Action item
Among the records below, how many lines contain "main"? State the number and nothing more.

Supplied data
——————————

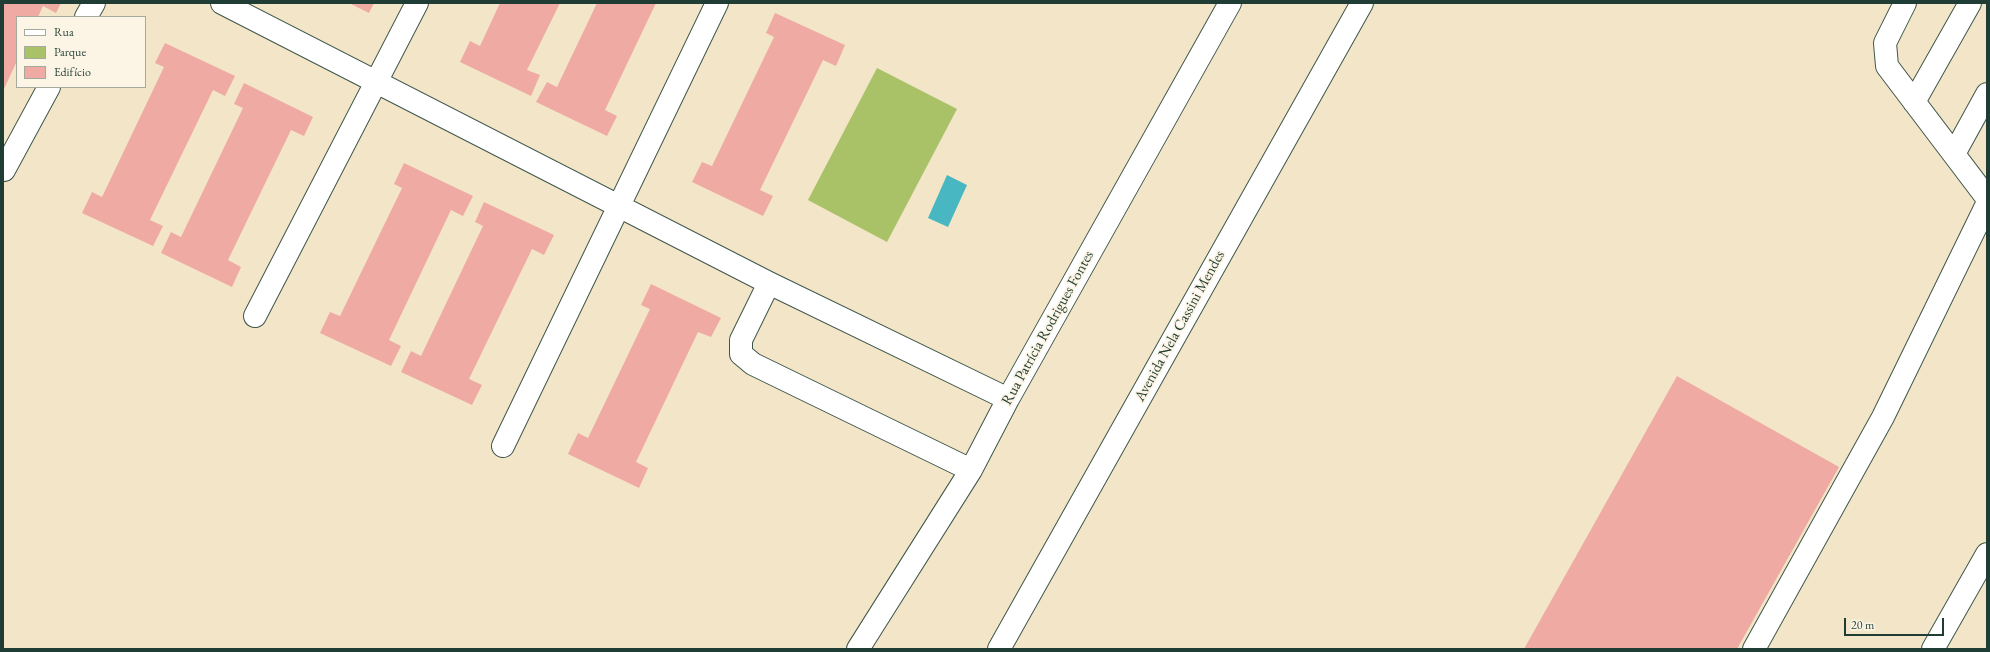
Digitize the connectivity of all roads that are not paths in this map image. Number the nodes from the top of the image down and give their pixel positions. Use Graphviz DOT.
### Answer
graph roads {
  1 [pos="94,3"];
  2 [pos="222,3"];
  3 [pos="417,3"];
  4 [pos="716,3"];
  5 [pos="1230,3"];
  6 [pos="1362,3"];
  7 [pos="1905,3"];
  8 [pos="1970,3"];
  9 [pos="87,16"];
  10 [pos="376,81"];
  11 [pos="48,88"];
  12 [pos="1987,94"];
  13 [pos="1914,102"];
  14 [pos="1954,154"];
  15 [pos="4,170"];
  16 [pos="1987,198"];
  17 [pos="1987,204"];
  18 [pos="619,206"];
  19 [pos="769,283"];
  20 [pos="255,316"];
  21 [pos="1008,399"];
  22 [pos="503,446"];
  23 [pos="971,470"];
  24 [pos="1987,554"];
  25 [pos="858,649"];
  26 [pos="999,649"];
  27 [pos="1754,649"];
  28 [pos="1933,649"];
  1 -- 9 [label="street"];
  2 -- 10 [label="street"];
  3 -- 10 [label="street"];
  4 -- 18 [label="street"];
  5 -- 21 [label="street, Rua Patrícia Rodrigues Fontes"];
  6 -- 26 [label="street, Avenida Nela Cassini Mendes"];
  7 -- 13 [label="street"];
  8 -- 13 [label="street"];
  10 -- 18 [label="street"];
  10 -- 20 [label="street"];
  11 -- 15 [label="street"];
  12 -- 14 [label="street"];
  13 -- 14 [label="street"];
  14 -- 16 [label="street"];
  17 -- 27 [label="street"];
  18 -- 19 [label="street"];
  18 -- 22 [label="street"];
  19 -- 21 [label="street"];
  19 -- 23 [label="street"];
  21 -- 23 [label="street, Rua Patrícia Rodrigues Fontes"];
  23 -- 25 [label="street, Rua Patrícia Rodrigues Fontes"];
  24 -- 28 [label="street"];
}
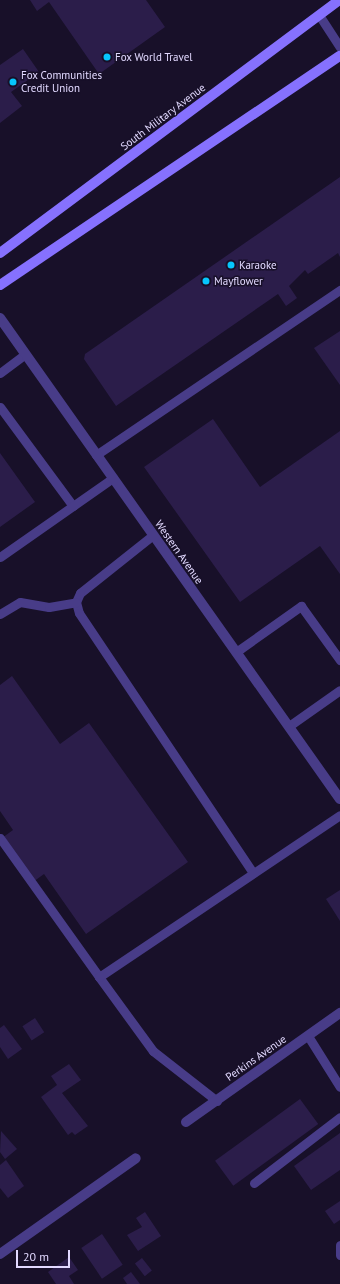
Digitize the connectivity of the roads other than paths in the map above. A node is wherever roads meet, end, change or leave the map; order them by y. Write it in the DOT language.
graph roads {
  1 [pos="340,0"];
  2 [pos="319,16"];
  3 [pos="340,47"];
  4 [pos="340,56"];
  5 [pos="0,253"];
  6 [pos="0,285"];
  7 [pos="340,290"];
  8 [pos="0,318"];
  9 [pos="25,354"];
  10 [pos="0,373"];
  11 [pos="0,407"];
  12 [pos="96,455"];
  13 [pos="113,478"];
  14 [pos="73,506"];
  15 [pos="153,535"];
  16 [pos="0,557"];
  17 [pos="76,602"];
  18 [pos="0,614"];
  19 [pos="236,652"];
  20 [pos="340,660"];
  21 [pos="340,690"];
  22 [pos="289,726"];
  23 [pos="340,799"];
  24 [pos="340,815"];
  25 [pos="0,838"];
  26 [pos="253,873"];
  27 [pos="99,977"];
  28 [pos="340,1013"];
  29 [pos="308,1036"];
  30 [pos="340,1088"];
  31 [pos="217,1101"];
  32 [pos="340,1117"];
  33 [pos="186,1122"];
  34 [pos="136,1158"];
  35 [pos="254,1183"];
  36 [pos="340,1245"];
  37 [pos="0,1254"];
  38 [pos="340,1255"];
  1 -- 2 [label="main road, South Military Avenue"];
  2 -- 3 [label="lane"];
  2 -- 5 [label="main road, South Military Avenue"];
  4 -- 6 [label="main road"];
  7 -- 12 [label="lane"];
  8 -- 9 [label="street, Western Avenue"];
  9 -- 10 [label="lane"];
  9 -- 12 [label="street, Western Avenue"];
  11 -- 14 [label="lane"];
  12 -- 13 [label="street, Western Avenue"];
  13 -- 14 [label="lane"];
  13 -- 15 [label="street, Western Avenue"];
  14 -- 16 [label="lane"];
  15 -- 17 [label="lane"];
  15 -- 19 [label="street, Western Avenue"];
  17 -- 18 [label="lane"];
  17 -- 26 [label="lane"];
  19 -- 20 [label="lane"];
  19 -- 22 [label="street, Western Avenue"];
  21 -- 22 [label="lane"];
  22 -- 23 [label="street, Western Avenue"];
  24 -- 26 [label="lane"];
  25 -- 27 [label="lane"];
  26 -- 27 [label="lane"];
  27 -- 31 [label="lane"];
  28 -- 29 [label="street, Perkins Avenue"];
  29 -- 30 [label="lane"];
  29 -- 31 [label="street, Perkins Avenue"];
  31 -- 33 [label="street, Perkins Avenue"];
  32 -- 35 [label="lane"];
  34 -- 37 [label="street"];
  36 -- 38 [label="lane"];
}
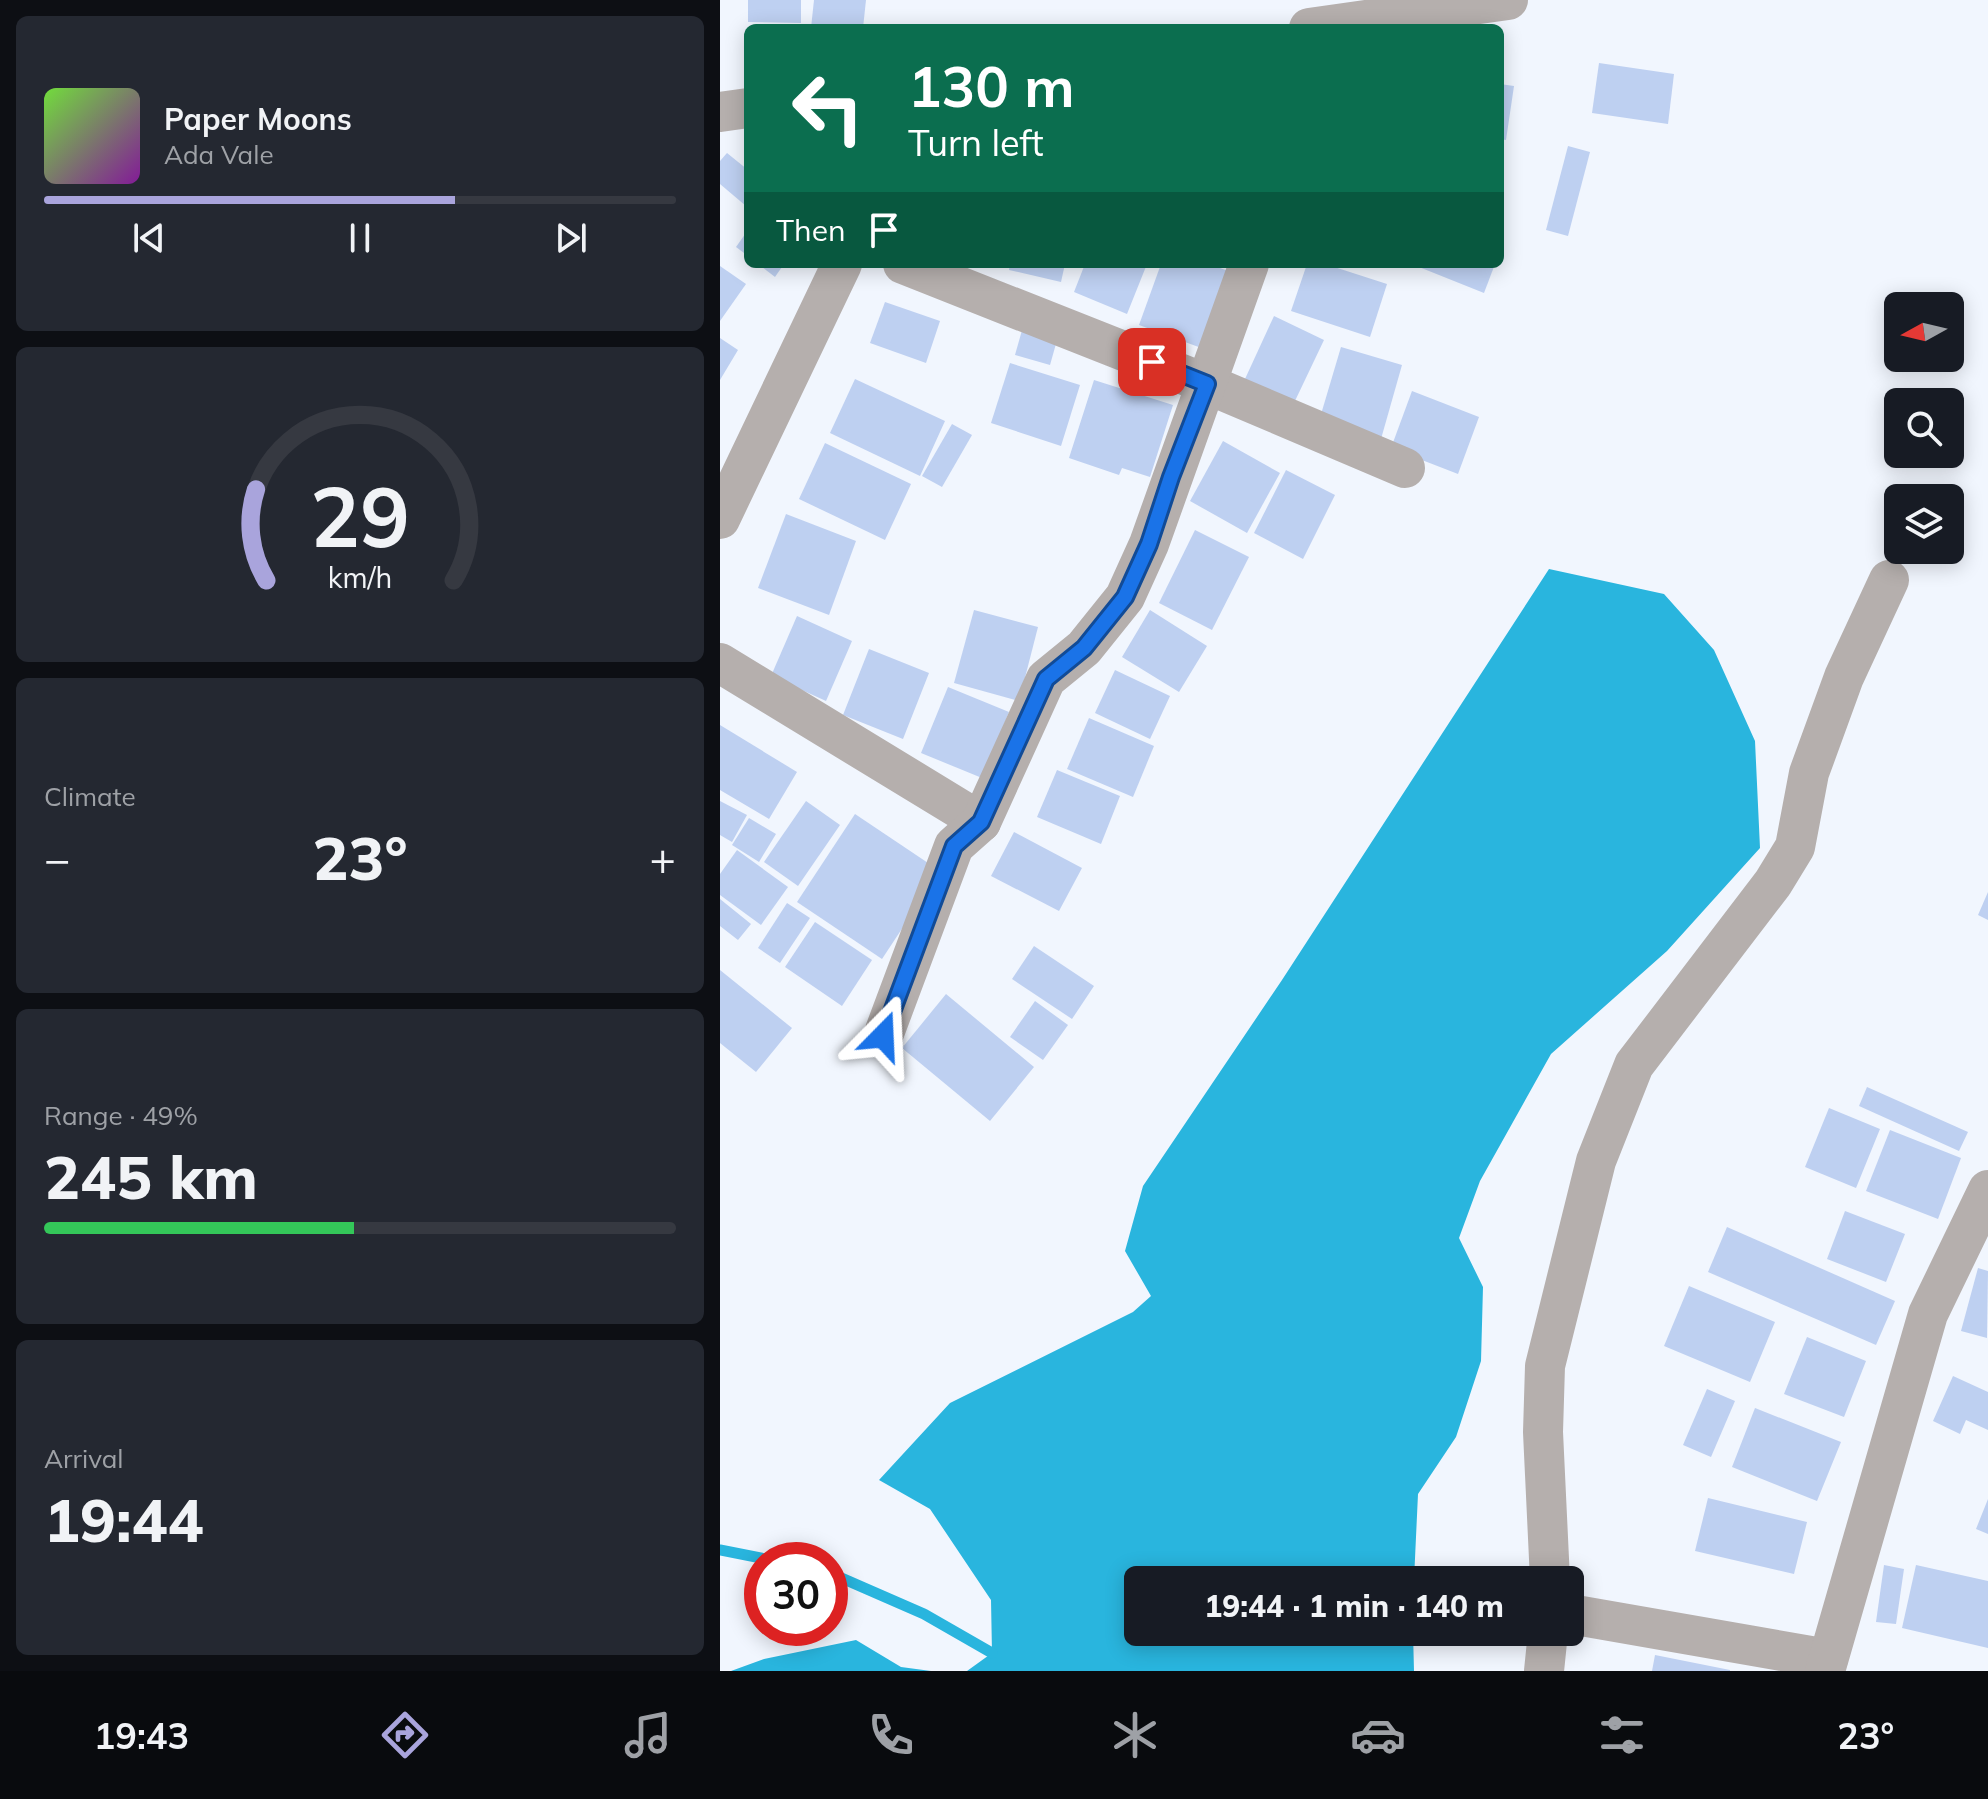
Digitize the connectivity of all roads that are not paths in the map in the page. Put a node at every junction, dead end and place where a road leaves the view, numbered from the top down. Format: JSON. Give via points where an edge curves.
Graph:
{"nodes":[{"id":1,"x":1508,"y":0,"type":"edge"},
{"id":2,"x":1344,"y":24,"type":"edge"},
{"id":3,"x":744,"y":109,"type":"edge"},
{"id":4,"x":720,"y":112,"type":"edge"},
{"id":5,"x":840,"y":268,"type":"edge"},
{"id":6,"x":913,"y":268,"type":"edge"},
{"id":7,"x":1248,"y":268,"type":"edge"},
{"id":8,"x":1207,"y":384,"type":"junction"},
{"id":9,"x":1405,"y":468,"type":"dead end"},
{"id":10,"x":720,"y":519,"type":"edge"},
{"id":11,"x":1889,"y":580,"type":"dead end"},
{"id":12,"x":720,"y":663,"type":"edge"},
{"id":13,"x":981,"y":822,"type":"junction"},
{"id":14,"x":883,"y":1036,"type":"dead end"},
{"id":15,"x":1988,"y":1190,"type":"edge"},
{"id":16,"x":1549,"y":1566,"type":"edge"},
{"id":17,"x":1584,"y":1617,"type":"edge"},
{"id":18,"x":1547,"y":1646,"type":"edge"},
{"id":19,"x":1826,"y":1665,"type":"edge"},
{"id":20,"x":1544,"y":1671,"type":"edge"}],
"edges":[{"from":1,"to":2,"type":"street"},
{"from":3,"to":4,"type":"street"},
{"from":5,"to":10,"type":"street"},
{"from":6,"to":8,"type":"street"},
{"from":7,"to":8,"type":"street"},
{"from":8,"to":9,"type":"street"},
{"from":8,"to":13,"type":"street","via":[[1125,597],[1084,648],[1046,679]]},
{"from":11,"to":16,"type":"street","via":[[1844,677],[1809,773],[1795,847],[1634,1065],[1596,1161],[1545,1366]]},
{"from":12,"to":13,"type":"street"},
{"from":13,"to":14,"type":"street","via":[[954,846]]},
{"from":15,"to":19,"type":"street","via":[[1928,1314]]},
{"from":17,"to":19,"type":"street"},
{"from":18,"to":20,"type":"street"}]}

——————————

Answer
3